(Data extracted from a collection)
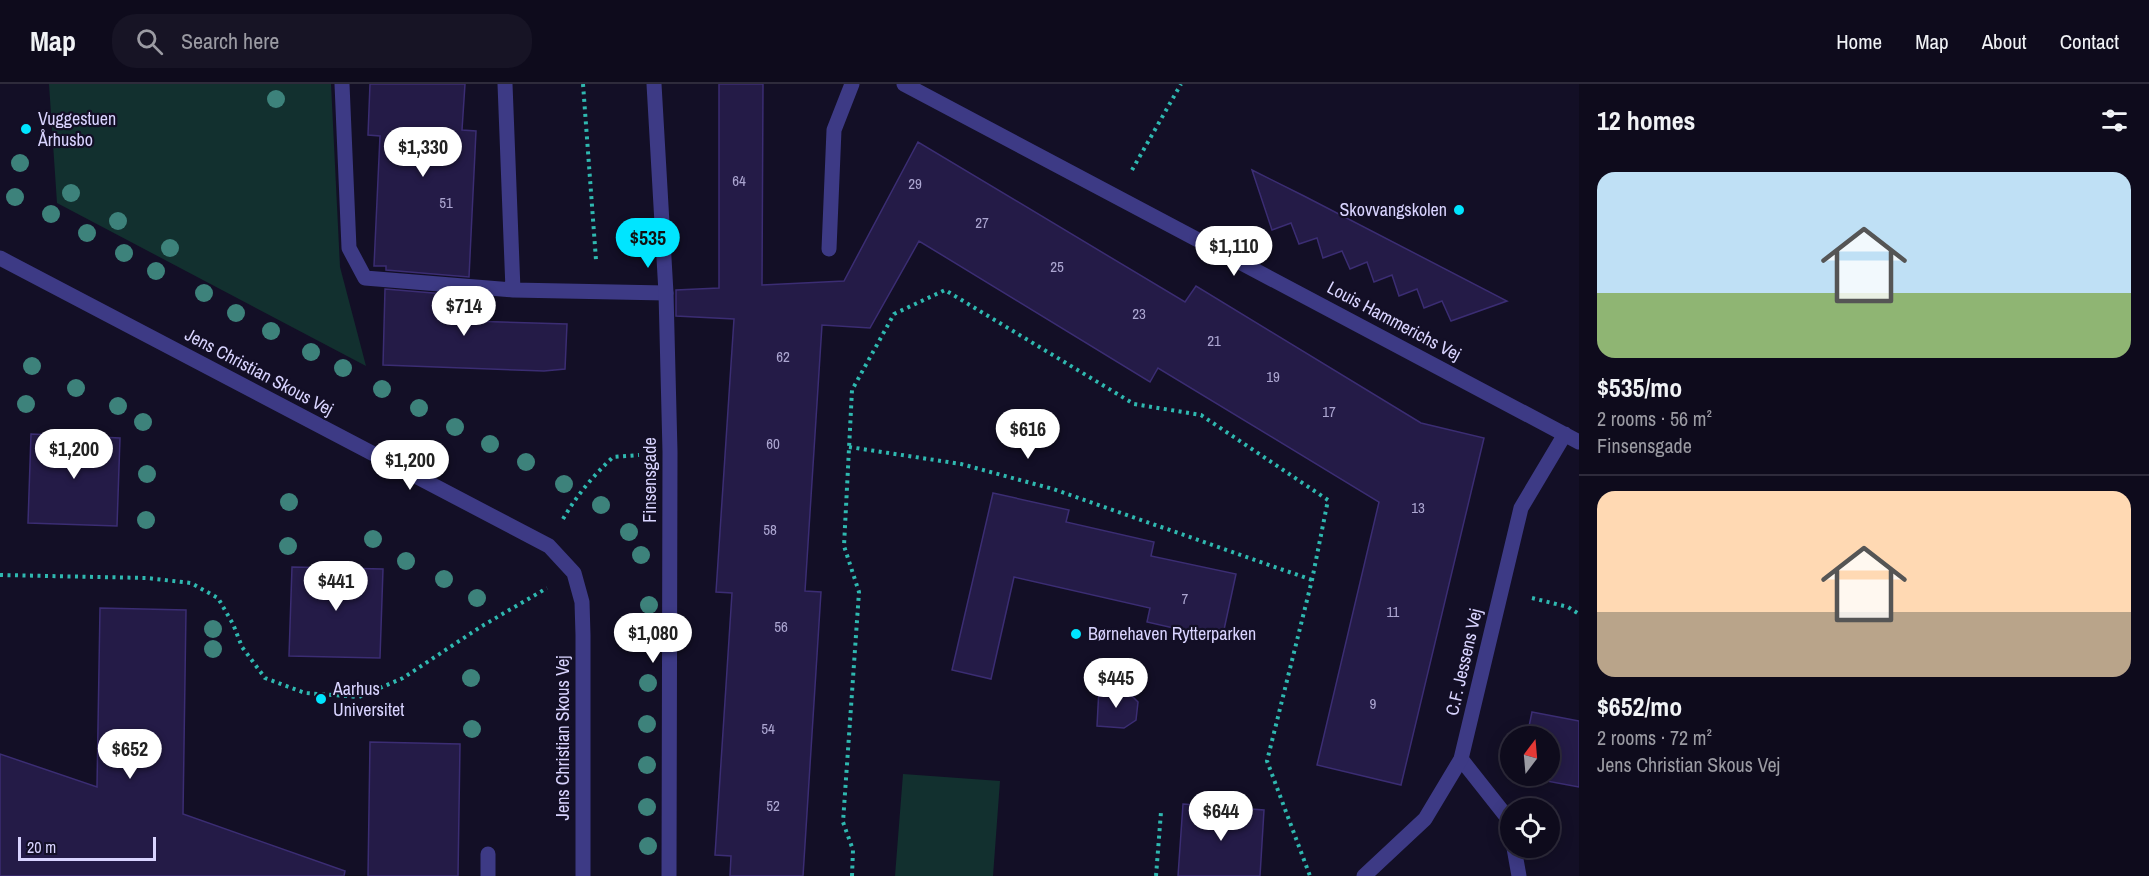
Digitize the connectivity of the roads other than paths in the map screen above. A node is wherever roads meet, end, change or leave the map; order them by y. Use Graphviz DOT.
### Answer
graph roads {
  1 [pos="342,84"];
  2 [pos="505,84"];
  3 [pos="654,84"];
  4 [pos="852,84"];
  5 [pos="904,84"];
  6 [pos="829,249"];
  7 [pos="0,258"];
  8 [pos="513,290"];
  9 [pos="666,293"];
  10 [pos="1572,438"];
  11 [pos="1461,759"];
  12 [pos="1500,808"];
  13 [pos="488,854"];
  14 [pos="1516,858"];
  15 [pos="488,876"];
  16 [pos="583,876"];
  17 [pos="669,876"];
  18 [pos="1364,876"];
  19 [pos="1519,876"];
  1 -- 8 [label="street"];
  2 -- 8 [label="street"];
  3 -- 9 [label="street, Finsensgade"];
  4 -- 6 [label="street"];
  5 -- 10 [label="street, Louis Hammerichs Vej"];
  7 -- 16 [label="street, Jens Christian Skous Vej"];
  8 -- 9 [label="street"];
  9 -- 17 [label="street, Finsensgade"];
  10 -- 11 [label="street, C.F. Jessens Vej"];
  11 -- 12 [label="street"];
  11 -- 18 [label="street, C.F. Jessens Vej"];
  13 -- 15 [label="street"];
  14 -- 19 [label="street"];
}
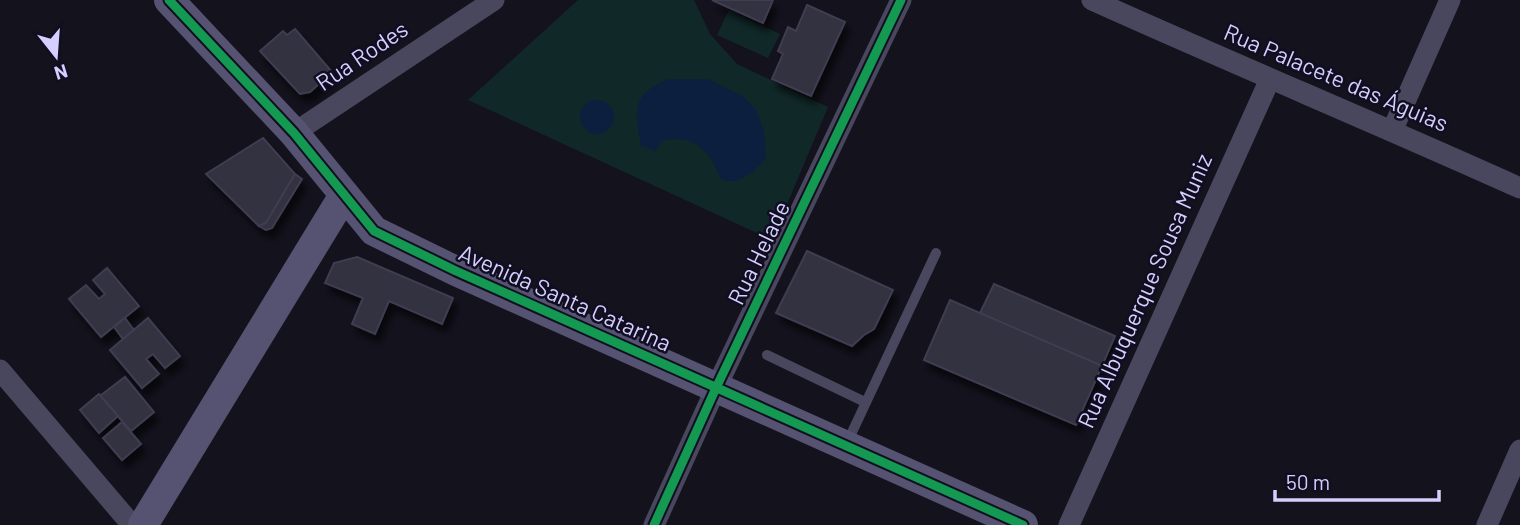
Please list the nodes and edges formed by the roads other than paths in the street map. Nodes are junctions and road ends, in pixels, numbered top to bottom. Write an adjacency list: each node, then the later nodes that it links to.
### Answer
1 (169, 0): 8 (street, Avenida Santa Catarina)
2 (494, 0): 8 (street, Rua Rodes)
3 (901, 0): 14 (street, Rua Helade)
4 (1092, 0): 6 (street, Rua Palacete das Águias)
5 (1450, 0): 7 (street)
6 (1270, 79): 7 (street, Rua Palacete das Águias); 22 (street, Rua Albuquerque Sousa Muniz)
7 (1392, 131): 9 (street, Rua Palacete das Águias)
8 (294, 133): 10 (street, Avenida Santa Catarina)
9 (1520, 188)
10 (344, 195): 14 (street, Avenida Santa Catarina); 19 (street)
11 (936, 253): 15 (lane)
12 (766, 355): 15 (lane)
13 (0, 370): 18 (street)
14 (716, 388): 16 (street, Avenida Santa Catarina); 20 (street, Rua Helade)
15 (865, 402): 16 (lane)
16 (846, 445): 21 (street, Avenida Santa Catarina)
17 (1520, 450): 23 (street)
18 (132, 525)
19 (143, 525)
20 (654, 525)
21 (1023, 525)
22 (1069, 525)
23 (1487, 525)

## [EXERCISE OBJECTIVE]
The answer must be every line of the entries that includes the word "paths".

## [EXERCISE ANSWER]
Digitize the connectivity of the roads other than paths in the map screen above. A node is wherever roads meet, end, change or leave the map; order them by y. Use Graphviz DOT.
Please list the nodes and edges formed by the roads other than paths in the street map. Nodes are junctions and road ends, in pixels, numbered top to bottom. Write an adjacency list: each node, then the later nodes that it links to.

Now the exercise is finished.